Records provided Block Start
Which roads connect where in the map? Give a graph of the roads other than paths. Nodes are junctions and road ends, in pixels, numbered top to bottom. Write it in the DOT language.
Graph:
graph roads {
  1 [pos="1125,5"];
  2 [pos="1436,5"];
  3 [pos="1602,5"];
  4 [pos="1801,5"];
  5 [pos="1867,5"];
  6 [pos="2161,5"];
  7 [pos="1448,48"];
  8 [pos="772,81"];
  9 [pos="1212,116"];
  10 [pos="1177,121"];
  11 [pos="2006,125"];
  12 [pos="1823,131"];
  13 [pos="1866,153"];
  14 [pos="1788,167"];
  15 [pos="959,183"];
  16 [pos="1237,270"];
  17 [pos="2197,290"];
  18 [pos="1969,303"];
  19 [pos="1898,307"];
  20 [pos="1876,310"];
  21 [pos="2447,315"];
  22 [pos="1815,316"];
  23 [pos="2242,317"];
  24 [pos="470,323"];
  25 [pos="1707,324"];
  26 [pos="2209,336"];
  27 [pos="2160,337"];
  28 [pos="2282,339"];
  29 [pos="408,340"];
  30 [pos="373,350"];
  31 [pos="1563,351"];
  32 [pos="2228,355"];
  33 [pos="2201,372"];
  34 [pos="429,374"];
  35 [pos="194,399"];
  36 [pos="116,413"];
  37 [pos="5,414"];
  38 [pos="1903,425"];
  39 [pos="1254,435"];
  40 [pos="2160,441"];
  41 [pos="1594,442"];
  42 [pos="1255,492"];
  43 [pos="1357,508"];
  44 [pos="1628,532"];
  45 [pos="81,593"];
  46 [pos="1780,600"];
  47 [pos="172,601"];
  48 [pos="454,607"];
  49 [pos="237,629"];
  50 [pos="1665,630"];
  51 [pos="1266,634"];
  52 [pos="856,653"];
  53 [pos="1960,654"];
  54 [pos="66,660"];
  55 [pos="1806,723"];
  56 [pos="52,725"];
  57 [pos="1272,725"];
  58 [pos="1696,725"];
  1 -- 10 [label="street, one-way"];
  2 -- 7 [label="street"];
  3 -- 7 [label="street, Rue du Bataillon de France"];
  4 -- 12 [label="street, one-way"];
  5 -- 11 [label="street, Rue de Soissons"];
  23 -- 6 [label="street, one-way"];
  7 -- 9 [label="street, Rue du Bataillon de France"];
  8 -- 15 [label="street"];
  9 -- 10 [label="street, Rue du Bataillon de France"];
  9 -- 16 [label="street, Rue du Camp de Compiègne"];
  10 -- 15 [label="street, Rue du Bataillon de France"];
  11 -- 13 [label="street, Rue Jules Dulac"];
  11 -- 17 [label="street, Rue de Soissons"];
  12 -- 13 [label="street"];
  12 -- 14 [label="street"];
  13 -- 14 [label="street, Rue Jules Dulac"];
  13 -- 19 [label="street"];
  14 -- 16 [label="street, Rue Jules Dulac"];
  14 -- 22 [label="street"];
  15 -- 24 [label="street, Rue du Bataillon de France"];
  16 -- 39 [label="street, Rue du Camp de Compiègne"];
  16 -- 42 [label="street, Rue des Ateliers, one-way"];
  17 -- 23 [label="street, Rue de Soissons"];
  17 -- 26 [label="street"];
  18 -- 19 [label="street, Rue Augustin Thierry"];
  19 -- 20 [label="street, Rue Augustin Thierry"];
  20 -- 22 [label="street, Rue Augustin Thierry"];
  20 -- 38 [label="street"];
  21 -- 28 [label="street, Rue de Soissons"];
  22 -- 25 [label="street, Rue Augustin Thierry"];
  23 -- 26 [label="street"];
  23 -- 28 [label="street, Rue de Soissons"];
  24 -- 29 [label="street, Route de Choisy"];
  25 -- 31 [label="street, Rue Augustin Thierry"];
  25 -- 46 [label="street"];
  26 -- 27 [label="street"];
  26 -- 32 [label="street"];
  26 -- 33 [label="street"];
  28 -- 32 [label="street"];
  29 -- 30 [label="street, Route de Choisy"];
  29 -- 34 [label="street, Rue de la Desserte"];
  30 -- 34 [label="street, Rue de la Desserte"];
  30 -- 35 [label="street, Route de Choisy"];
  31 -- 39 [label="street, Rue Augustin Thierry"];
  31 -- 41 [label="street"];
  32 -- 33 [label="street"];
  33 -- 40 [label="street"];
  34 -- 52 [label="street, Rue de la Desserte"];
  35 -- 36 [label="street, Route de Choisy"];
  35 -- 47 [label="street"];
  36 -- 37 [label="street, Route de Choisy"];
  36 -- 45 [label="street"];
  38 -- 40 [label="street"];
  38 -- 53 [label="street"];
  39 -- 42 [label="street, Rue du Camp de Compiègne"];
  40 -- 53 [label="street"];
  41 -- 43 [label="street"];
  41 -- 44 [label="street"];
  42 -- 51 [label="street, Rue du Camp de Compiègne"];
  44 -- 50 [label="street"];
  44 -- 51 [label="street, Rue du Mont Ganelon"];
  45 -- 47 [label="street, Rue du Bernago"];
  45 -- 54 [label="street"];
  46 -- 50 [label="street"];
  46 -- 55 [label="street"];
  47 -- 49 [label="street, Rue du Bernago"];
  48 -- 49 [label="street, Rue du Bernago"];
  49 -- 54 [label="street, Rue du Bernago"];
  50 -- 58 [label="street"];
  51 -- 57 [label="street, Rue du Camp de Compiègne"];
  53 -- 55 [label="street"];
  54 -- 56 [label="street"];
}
Records provided Block End
To do
Extract, from the material above, each line holding the word "Bataillon".

Task response
  3 -- 7 [label="street, Rue du Bataillon de France"];
  7 -- 9 [label="street, Rue du Bataillon de France"];
  9 -- 10 [label="street, Rue du Bataillon de France"];
  10 -- 15 [label="street, Rue du Bataillon de France"];
  15 -- 24 [label="street, Rue du Bataillon de France"];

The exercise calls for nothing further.